I wasn’t able to make it to SRECon17 Americas this year, but it sounds like it was a great time. (day two summary)

My heroine, Julia Evans, gave the plenary session at SRECon17 Americas, all about how to learn how to be an excellent engineer (or really anything!). She proved herself once again not just as an excellent student, but also an inspiring teacher. The best part is that she posted the abstract, slides, and a transcript of her talk shortly after giving it! This is a really excellent resource for folks like me that weren’t there, and I hope more talk-givers will follow her example.

This article is long, but I wish I’d carved out time for it long ago, because it’s really incredible and well worth the read. John Allspaw uses the SEC analysis of the Knight Capital incident as a starting point to introduce and discuss the problems with Counterfactual Thinking (“if the engineer had just done ___, this wouldn’t have happened”).

Rolling back a flawed code release can have significant risk. It doesn’t always fix the problem because the erroneous code may have had effects on other parts of the system. Sometimes, as in the Knight Capital incident, a rollback exacerbates the problem.

This is part two of an annotation of the google SRE book by Stephen Thorne, a Google SRE. Part Three is available too.

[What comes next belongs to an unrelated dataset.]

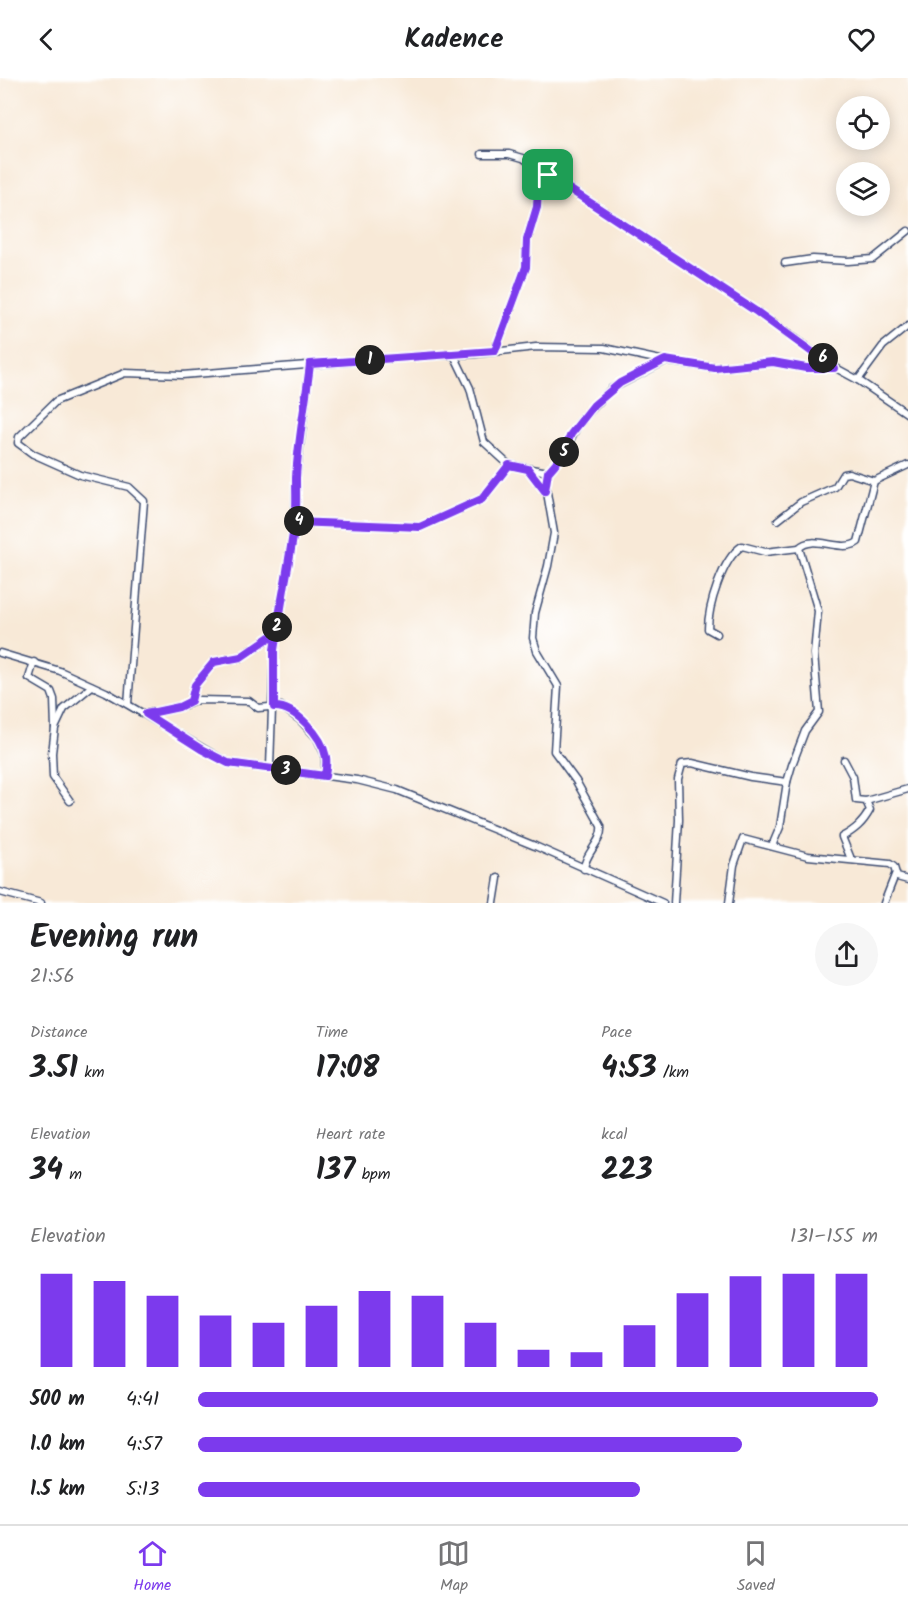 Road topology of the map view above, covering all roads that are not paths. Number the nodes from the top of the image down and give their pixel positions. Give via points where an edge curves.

Here’s an interesting idea: using metadata about incidents as a proxy for measuring technical debt. PagerDuty goes over the definition of technical debt before diving into measuring it.

GitLab posted an update on “team-member-1”, the engineer that entered the commands that caused their production DB to be erased. I love that they posted this, because I for one was worried about “team-member-1” as a second victim.

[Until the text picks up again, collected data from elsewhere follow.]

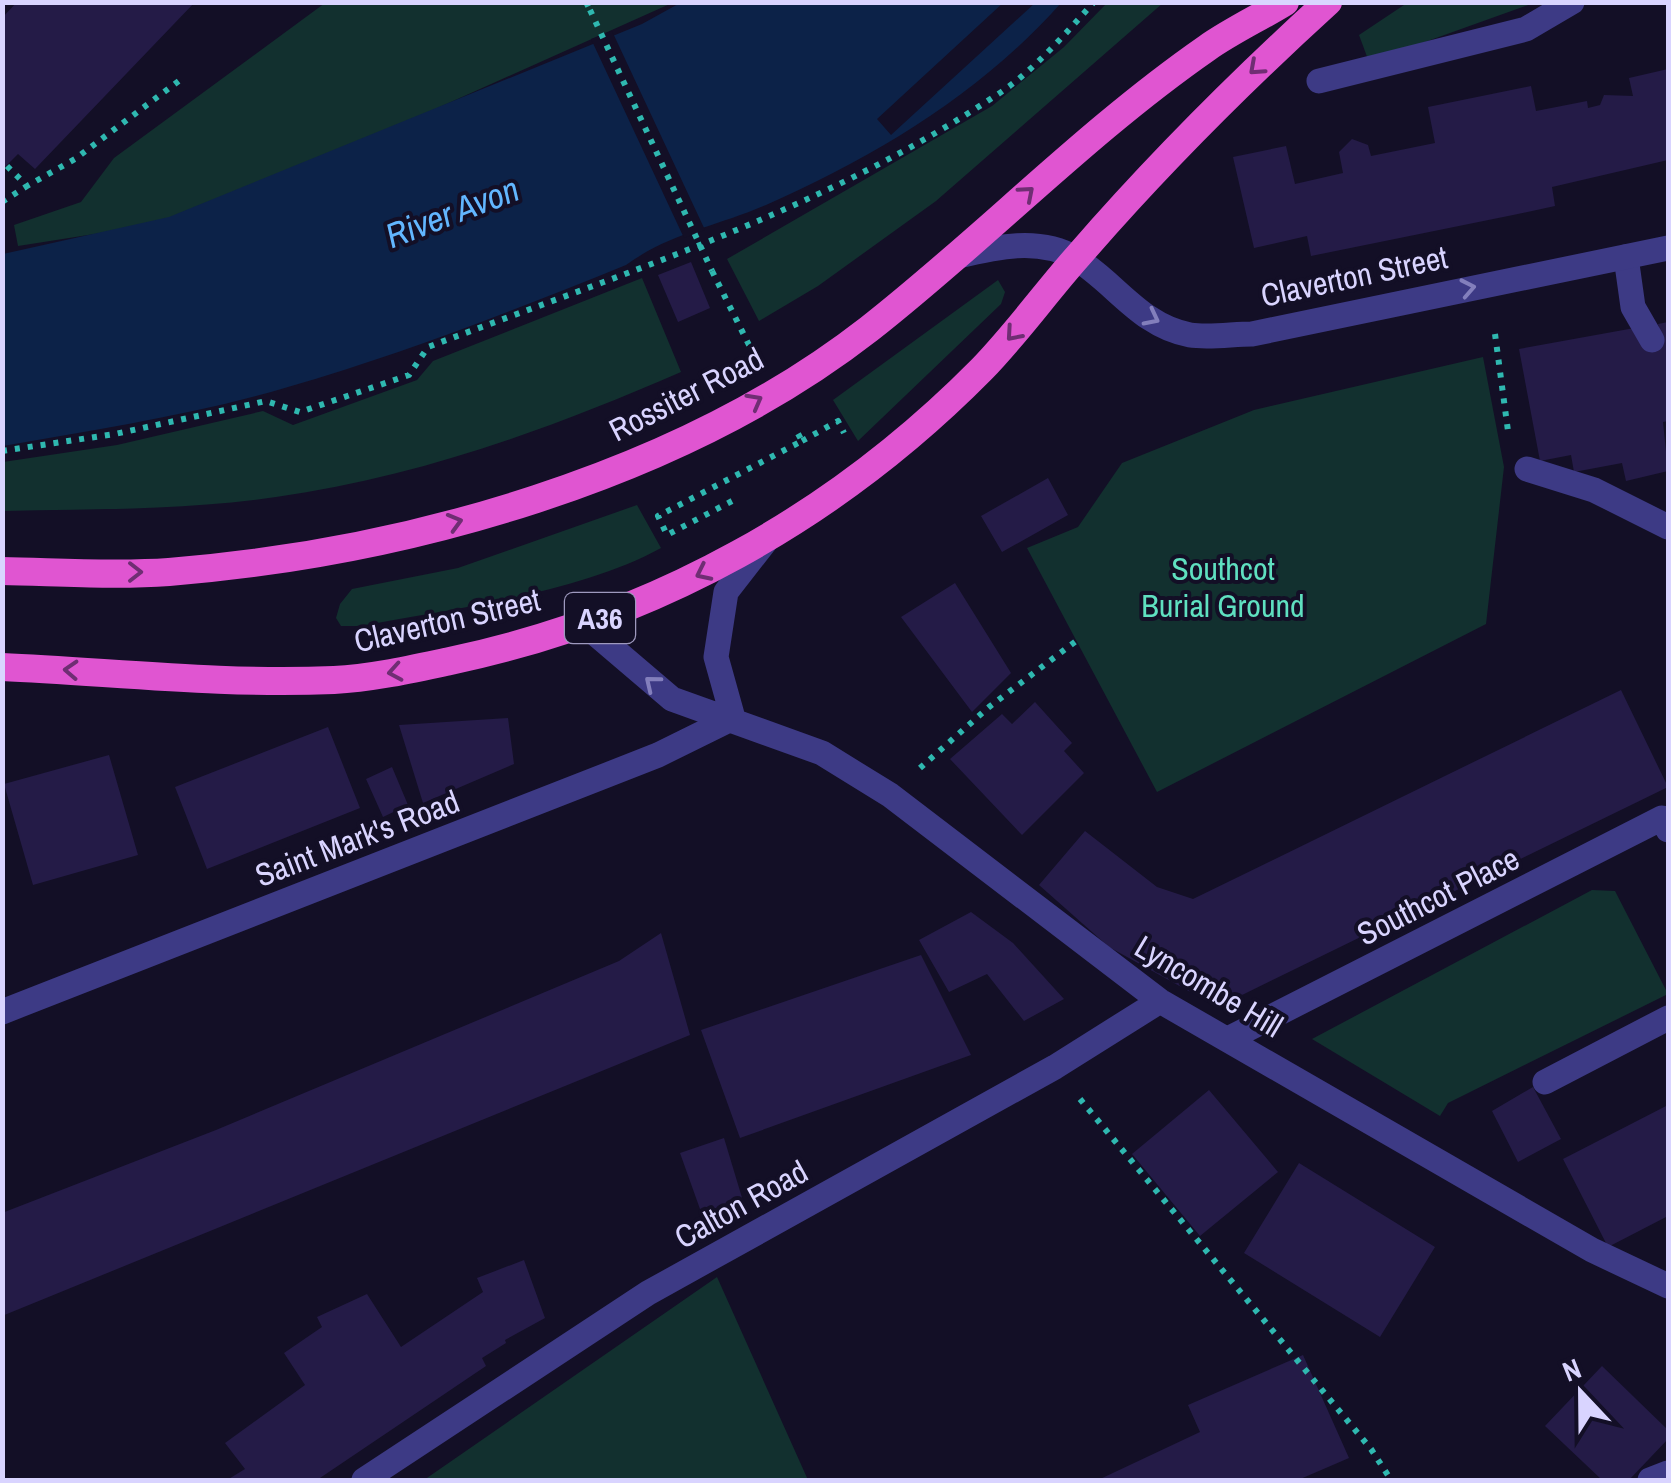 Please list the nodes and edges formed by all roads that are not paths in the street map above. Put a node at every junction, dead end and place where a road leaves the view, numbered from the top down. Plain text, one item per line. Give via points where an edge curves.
1 (1285, 2) edge
2 (1328, 2) edge
3 (1572, 2) edge
4 (1319, 81) dead end
5 (1668, 248) edge
6 (1626, 257) junction
7 (954, 258) junction
8 (1076, 258) junction
9 (1652, 340) dead end
10 (1528, 469) dead end
11 (1668, 527) edge
12 (765, 542) junction
13 (2, 571) edge
14 (584, 624) junction
15 (2, 667) edge
16 (733, 718) junction
17 (1668, 830) edge
18 (1160, 1001) junction
19 (2, 1012) edge
20 (1668, 1018) edge
21 (1230, 1038) junction
22 (1545, 1082) dead end
23 (1668, 1286) edge
24 (1668, 1472) edge
25 (364, 1480) edge
26 (1650, 1480) edge

7 -> 1 highway, Rossiter Road via 1207,48
2 -> 8 highway, A36 via 1240,82
3 - 4 street via 1526,28
5 - 6 street, Claverton Street
8 -> 6 street, Claverton Street via 1147,318 1190,334 1252,334
6 - 9 street via 1633,308
7 - 8 street, Claverton Street via 1004,246 1048,248
13 -> 7 highway, Rossiter Road via 164,572 271,562 404,537 532,500 666,449 774,391 866,331
8 -> 12 highway, Claverton Street / A36 via 983,368 896,451
10 - 11 street via 1594,490
12 -> 14 highway, Claverton Street / A36
12 - 16 street via 726,592 716,657
14 -> 15 highway, Claverton Street / A36 via 501,650 338,680
16 -> 14 street, Lyncombe Hill via 672,699
16 - 18 street, Lyncombe Hill via 822,753 890,795
16 - 19 street, Saint Mark's Road via 658,754
17 - 21 street, Southcot Place via 1662,818
18 - 21 street, Lyncombe Hill
18 - 25 street, Calton Road via 648,1294
20 - 22 street
21 - 23 street, Lyncombe Hill via 1592,1250
24 - 26 street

During an incident, emotions can run strong. How can we set up incident response so as to provide the best environment for our responders?

This article is published by my sponsor, VictorOps, but their sponsorship did not influence its inclusion in this issue.

Outages

  • AWS Route 53
    • Route 53 had a control plane outage, though actual query responses were unaffected.
  • Square
    • Square suffered a 2-hour outage, and if this postmortem is any indication, they learned a lot from it. This bit is interesting in light of the article above about rollbacks:

      We rolled back all software changes that happened leading up to the incident. This is a non-negotiable response to any customer-impacting event; our engineers are trained to undo any change that happened before an incident regardless of how plausible it is that the change caused the issue.

  • StatusPage.io
    • This happened during Square’s outage and impacted their ability to communicate.
  • CBS
    • CBS’s site was down, so people couldn’t fill out their fantasy sportsball brackets 1 hour before the game started.